YOUR TASK: How many lines in the records below contain the word "Calle"? State only that number.

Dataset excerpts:
+===+
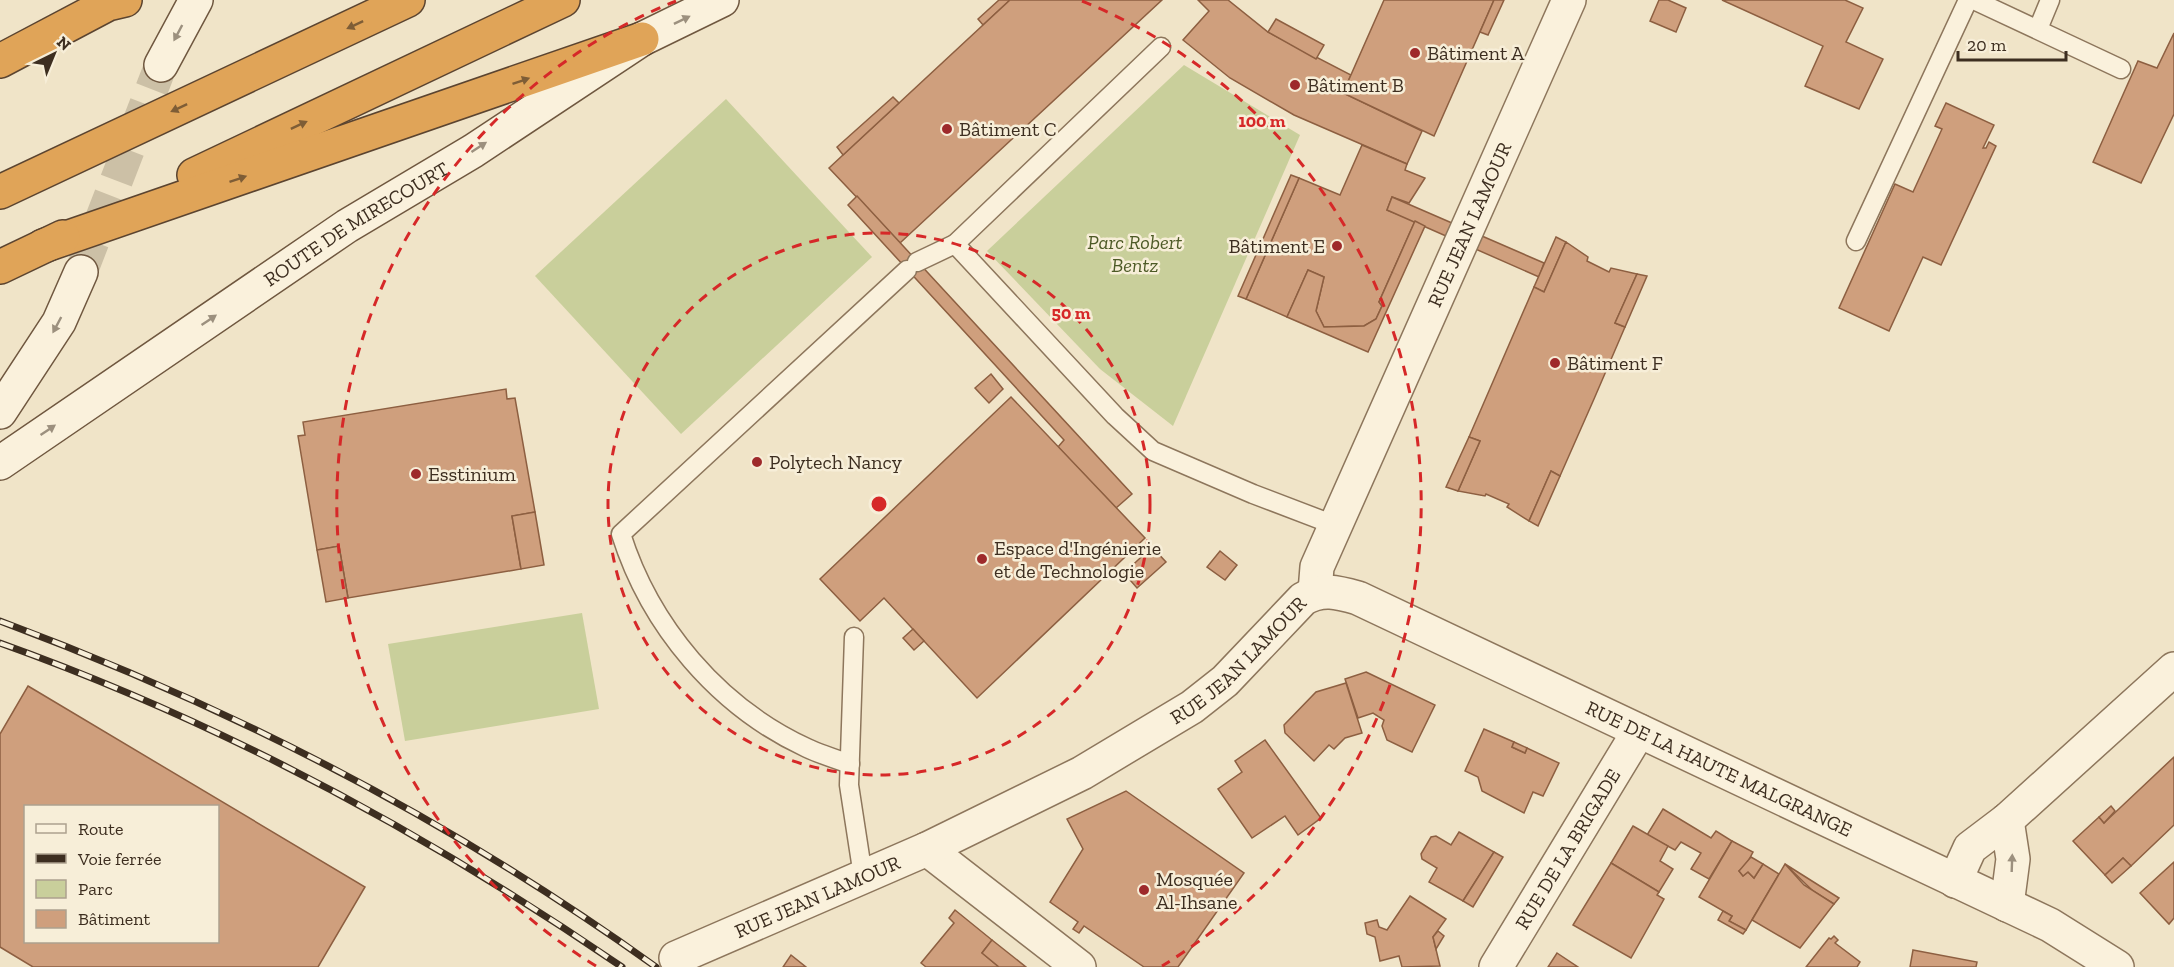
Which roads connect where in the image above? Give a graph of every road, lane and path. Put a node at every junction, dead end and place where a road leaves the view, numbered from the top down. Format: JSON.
{"nodes":[{"id":1,"x":125,"y":0,"type":"edge"},
{"id":2,"x":196,"y":0,"type":"edge"},
{"id":3,"x":408,"y":0,"type":"edge"},
{"id":4,"x":562,"y":0,"type":"edge"},
{"id":5,"x":722,"y":0,"type":"edge"},
{"id":6,"x":1569,"y":0,"type":"edge"},
{"id":7,"x":1968,"y":0,"type":"edge"},
{"id":8,"x":1974,"y":0,"type":"edge"},
{"id":9,"x":2050,"y":0,"type":"edge"},
{"id":10,"x":2038,"y":29,"type":"junction"},
{"id":11,"x":642,"y":39,"type":"junction"},
{"id":12,"x":1161,"y":47,"type":"dead end"},
{"id":13,"x":0,"y":61,"type":"edge"},
{"id":14,"x":161,"y":65,"type":"tunnel mouth"},
{"id":15,"x":2121,"y":69,"type":"dead end"},
{"id":16,"x":0,"y":192,"type":"edge"},
{"id":17,"x":1856,"y":241,"type":"dead end"},
{"id":18,"x":955,"y":244,"type":"junction"},
{"id":19,"x":43,"y":246,"type":"junction"},
{"id":20,"x":0,"y":267,"type":"edge"},
{"id":21,"x":81,"y":272,"type":"tunnel mouth"},
{"id":22,"x":0,"y":412,"type":"edge"},
{"id":23,"x":0,"y":463,"type":"edge"},
{"id":24,"x":1337,"y":526,"type":"junction"},
{"id":25,"x":1315,"y":592,"type":"junction"},
{"id":26,"x":854,"y":637,"type":"dead end"},
{"id":27,"x":2174,"y":669,"type":"edge"},
{"id":28,"x":1639,"y":731,"type":"junction"},
{"id":29,"x":850,"y":764,"type":"junction"},
{"id":30,"x":2007,"y":820,"type":"junction"},
{"id":31,"x":927,"y":849,"type":"junction"},
{"id":32,"x":862,"y":876,"type":"junction"},
{"id":33,"x":1954,"y":881,"type":"junction"},
{"id":34,"x":2007,"y":905,"type":"junction"},
{"id":35,"x":676,"y":958,"type":"dead end"},
{"id":36,"x":1079,"y":967,"type":"edge"},
{"id":37,"x":1496,"y":967,"type":"edge"},
{"id":38,"x":2117,"y":967,"type":"edge"}],
"edges":[{"from":1,"to":13,"type":"highway"},
{"from":2,"to":14,"type":"street","one_way":true},
{"from":3,"to":16,"type":"highway","one_way":true},
{"from":19,"to":4,"type":"highway","one_way":true},
{"from":11,"to":5,"type":"street","name":"ROUTE DE MIRECOURT","one_way":true},
{"from":6,"to":24,"type":"street","name":"RUE JEAN LAMOUR"},
{"from":7,"to":17,"type":"lane"},
{"from":8,"to":10,"type":"lane"},
{"from":9,"to":10,"type":"lane"},
{"from":10,"to":15,"type":"lane"},
{"from":19,"to":11,"type":"highway","one_way":true},
{"from":23,"to":11,"type":"street","name":"ROUTE DE MIRECOURT","one_way":true},
{"from":12,"to":18,"type":"lane"},
{"from":18,"to":24,"type":"lane"},
{"from":18,"to":29,"type":"lane"},
{"from":19,"to":20,"type":"highway"},
{"from":21,"to":22,"type":"street","one_way":true},
{"from":24,"to":25,"type":"street","name":"RUE JEAN LAMOUR"},
{"from":25,"to":28,"type":"street","name":"RUE DE LA HAUTE MALGRANGE"},
{"from":25,"to":31,"type":"street","name":"RUE JEAN LAMOUR"},
{"from":26,"to":29,"type":"lane"},
{"from":27,"to":30,"type":"street"},
{"from":28,"to":33,"type":"street","name":"RUE DE LA HAUTE MALGRANGE"},
{"from":28,"to":37,"type":"street","name":"RUE DE LA BRIGADE"},
{"from":29,"to":32,"type":"lane"},
{"from":30,"to":33,"type":"street"},
{"from":34,"to":30,"type":"street","one_way":true},
{"from":31,"to":32,"type":"street","name":"RUE JEAN LAMOUR"},
{"from":31,"to":36,"type":"street"},
{"from":32,"to":35,"type":"street","name":"RUE JEAN LAMOUR"},
{"from":33,"to":34,"type":"street","name":"RUE DE LA HAUTE MALGRANGE"},
{"from":34,"to":38,"type":"street","name":"RUE DE LA HAUTE MALGRANGE"}]}
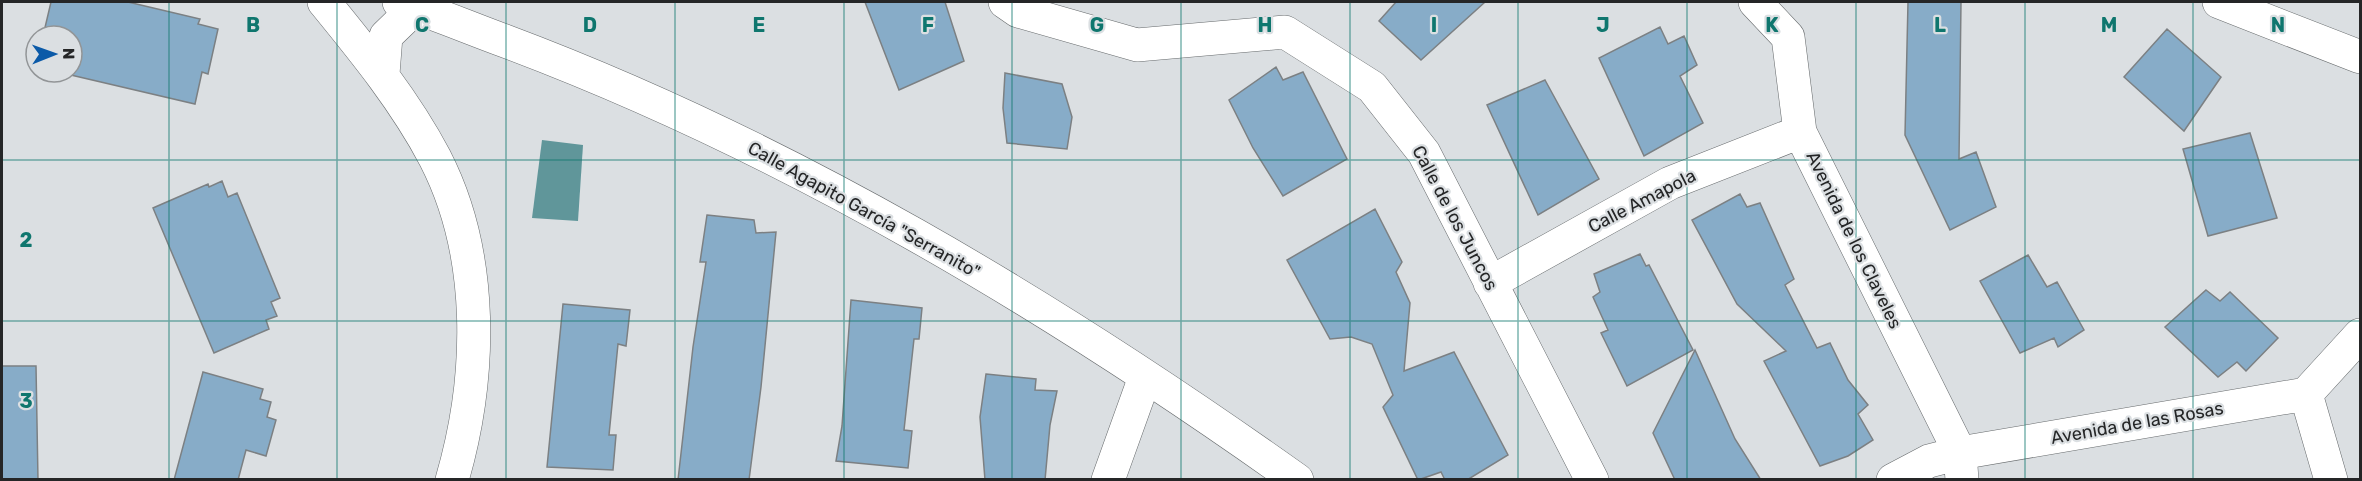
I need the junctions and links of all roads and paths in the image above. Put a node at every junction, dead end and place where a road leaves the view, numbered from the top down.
1 (324, 2) edge
2 (1005, 2) edge
3 (1755, 2) edge
4 (2219, 2) edge
5 (407, 4) edge
6 (2361, 57) edge
7 (383, 74) junction
8 (1800, 132) junction
9 (1490, 283) junction
10 (2361, 335) edge
11 (1145, 377) junction
12 (2306, 394) junction
13 (1961, 466) edge
14 (452, 480) edge
15 (1108, 480) edge
16 (1297, 480) edge
17 (1592, 480) edge
18 (1893, 480) edge
19 (2331, 480) edge

1 - 7 street
2 - 9 street, Calle de los Juncos
3 - 8 street, Avenida de los Claveles
4 - 6 street
5 - 7 street
5 - 11 street, Calle Agapito García "Serranito"
7 - 14 street
8 - 9 street, Calle Amapola
8 - 13 street, Avenida de los Claveles
9 - 17 street, Calle de los Juncos
10 - 12 street
11 - 15 street
11 - 16 street, Calle Agapito García "Serranito"
12 - 13 street, Avenida de las Rosas
12 - 19 street
13 - 18 street, Avenida de las Rosas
+===+
RESPONSE AREA: 5